[Dataset records Boundary: Start]

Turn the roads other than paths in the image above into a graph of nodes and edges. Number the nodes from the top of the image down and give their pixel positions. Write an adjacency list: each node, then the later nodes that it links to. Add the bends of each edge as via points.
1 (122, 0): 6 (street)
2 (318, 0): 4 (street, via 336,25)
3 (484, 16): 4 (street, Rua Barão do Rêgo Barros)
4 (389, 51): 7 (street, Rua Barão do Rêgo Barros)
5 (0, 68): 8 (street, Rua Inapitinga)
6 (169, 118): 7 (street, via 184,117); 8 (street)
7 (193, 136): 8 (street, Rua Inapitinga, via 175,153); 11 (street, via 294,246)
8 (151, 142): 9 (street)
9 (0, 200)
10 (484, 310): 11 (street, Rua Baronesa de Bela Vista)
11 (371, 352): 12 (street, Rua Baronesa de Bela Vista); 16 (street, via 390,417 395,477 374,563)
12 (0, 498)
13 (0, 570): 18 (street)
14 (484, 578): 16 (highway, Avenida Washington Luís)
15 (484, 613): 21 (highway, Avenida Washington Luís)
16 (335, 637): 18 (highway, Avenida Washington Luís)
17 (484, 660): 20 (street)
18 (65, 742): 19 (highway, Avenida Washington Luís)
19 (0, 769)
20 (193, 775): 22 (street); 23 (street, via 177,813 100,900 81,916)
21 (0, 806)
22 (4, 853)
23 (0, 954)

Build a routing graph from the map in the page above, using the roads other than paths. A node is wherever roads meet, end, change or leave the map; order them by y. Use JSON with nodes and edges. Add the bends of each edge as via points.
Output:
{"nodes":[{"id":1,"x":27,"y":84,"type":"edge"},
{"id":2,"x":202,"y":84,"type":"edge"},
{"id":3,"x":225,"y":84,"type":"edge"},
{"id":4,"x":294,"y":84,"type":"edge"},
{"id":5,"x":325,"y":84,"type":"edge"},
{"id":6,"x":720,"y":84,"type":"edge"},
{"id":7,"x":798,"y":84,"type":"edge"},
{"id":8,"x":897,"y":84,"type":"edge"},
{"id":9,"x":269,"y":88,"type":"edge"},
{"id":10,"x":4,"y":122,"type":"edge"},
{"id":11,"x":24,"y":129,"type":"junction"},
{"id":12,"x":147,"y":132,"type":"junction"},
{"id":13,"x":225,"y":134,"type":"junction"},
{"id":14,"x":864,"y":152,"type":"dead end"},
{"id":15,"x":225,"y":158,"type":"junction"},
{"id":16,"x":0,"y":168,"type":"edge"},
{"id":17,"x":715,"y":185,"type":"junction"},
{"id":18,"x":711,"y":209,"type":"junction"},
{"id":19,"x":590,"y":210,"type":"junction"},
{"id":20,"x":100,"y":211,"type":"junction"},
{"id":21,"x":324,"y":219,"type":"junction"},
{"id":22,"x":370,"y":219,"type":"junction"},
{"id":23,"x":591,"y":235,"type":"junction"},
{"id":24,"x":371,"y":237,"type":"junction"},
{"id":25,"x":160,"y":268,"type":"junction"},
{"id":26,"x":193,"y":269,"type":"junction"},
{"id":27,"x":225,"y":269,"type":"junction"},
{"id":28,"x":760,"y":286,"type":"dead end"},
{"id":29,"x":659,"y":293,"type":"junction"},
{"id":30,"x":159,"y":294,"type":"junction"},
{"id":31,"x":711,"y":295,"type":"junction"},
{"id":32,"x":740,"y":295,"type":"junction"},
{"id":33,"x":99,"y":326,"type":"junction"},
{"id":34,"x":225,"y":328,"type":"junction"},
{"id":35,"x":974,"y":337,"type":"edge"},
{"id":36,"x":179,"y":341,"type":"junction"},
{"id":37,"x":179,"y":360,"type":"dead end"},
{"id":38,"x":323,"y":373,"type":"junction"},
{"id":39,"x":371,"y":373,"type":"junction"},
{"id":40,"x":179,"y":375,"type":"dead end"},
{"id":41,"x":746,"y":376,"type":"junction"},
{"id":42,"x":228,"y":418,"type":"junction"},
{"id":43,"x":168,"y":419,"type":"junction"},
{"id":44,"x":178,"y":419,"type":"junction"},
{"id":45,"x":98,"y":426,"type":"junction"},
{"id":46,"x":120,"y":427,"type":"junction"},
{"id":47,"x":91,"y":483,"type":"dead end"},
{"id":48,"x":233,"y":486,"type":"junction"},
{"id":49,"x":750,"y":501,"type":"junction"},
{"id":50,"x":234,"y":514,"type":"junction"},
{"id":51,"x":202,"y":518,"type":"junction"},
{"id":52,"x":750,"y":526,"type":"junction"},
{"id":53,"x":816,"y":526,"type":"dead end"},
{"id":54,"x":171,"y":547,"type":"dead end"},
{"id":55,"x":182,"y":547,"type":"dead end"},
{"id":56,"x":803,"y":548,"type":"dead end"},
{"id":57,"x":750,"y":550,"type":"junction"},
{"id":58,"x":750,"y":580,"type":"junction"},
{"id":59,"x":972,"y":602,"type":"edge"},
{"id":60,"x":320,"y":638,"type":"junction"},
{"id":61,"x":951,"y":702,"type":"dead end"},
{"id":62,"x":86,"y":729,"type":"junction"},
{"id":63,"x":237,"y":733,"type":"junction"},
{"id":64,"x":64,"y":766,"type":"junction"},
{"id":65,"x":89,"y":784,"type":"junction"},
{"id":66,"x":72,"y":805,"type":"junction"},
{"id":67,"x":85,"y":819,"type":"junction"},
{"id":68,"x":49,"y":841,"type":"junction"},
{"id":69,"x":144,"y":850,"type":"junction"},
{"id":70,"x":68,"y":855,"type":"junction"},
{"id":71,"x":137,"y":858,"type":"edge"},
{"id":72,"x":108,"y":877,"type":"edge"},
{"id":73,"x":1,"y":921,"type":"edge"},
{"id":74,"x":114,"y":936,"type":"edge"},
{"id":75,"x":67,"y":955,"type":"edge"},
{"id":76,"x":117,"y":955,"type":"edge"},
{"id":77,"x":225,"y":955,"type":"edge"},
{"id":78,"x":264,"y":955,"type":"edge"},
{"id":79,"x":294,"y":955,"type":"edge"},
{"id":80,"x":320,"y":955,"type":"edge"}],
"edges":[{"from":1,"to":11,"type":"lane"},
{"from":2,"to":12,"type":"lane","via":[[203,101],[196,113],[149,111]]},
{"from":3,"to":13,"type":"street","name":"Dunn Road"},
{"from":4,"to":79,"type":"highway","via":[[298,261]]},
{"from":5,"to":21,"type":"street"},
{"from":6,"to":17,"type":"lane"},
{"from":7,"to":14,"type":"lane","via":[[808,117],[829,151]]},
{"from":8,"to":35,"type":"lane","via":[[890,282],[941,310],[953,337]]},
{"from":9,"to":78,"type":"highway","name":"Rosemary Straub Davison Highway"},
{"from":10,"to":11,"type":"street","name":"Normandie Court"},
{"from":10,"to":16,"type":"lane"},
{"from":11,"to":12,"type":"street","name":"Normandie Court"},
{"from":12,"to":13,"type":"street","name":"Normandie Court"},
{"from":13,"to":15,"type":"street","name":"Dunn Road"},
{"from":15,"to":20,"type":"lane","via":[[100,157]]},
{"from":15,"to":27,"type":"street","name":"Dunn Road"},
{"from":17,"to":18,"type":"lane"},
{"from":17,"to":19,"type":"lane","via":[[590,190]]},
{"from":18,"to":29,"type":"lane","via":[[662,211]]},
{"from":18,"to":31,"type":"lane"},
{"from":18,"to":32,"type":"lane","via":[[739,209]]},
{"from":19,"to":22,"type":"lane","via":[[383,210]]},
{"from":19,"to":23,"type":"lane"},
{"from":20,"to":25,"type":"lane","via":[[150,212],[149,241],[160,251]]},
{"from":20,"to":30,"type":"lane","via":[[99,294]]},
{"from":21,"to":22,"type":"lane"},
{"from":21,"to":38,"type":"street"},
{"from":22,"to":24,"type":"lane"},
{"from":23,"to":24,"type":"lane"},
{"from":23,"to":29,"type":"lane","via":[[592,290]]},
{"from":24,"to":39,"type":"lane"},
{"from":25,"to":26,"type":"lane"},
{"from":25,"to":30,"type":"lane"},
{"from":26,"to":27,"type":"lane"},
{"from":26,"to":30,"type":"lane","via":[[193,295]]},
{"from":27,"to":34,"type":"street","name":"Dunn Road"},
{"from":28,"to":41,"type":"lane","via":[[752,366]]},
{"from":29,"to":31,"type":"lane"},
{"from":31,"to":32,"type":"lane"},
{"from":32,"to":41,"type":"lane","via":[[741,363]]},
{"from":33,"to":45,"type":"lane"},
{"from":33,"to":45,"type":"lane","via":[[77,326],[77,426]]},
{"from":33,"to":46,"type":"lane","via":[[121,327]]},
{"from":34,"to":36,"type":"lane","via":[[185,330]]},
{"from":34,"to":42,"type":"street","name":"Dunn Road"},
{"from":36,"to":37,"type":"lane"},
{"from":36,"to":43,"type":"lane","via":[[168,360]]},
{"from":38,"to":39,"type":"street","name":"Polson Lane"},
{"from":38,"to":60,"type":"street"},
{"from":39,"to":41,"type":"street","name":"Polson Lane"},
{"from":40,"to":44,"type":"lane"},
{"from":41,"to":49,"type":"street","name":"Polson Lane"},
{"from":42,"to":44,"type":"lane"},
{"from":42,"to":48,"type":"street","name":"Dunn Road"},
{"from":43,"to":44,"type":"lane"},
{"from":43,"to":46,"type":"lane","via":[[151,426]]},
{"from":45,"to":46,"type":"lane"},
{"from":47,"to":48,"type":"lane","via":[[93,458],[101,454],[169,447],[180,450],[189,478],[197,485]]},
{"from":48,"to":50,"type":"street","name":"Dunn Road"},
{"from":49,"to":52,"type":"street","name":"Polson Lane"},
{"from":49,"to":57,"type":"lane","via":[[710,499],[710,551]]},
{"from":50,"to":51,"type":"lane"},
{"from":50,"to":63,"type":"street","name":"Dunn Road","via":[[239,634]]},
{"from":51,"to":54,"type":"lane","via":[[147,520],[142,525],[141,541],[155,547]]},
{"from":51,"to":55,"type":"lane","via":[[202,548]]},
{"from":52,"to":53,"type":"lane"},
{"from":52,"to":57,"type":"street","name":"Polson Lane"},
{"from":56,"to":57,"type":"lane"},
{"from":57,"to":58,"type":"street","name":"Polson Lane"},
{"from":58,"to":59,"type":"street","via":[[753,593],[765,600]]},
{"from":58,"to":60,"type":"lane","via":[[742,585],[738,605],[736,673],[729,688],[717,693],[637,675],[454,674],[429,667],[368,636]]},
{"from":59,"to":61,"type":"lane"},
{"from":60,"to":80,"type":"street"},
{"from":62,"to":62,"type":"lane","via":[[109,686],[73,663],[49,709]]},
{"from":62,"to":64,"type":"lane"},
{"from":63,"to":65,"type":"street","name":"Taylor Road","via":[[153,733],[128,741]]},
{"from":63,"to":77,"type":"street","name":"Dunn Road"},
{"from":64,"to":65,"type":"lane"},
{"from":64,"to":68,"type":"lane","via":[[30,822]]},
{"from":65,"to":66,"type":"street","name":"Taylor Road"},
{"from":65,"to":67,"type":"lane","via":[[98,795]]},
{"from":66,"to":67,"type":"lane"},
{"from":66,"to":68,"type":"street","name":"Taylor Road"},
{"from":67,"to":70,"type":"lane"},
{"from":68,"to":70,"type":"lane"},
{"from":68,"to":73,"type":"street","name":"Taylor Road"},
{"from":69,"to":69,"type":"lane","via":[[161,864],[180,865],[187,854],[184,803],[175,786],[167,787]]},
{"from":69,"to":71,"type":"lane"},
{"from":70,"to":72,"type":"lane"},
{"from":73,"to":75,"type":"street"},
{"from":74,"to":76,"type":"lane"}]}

[Dataset records Boundary: End]

### Activity
Give again, exactly as written, the lines running from the first line of the data above through the line that contains "Build a routing".

### Result
Turn the roads other than paths in the image above into a graph of nodes and edges. Number the nodes from the top of the image down and give their pixel positions. Write an adjacency list: each node, then the later nodes that it links to. Add the bends of each edge as via points.
1 (122, 0): 6 (street)
2 (318, 0): 4 (street, via 336,25)
3 (484, 16): 4 (street, Rua Barão do Rêgo Barros)
4 (389, 51): 7 (street, Rua Barão do Rêgo Barros)
5 (0, 68): 8 (street, Rua Inapitinga)
6 (169, 118): 7 (street, via 184,117); 8 (street)
7 (193, 136): 8 (street, Rua Inapitinga, via 175,153); 11 (street, via 294,246)
8 (151, 142): 9 (street)
9 (0, 200)
10 (484, 310): 11 (street, Rua Baronesa de Bela Vista)
11 (371, 352): 12 (street, Rua Baronesa de Bela Vista); 16 (street, via 390,417 395,477 374,563)
12 (0, 498)
13 (0, 570): 18 (street)
14 (484, 578): 16 (highway, Avenida Washington Luís)
15 (484, 613): 21 (highway, Avenida Washington Luís)
16 (335, 637): 18 (highway, Avenida Washington Luís)
17 (484, 660): 20 (street)
18 (65, 742): 19 (highway, Avenida Washington Luís)
19 (0, 769)
20 (193, 775): 22 (street); 23 (street, via 177,813 100,900 81,916)
21 (0, 806)
22 (4, 853)
23 (0, 954)

Build a routing graph from the map in the page above, using the roads other than paths. A node is wherever roads meet, end, change or leave the map; order them by y. Use JSON with nodes and edges. Add the bends of each edge as via points.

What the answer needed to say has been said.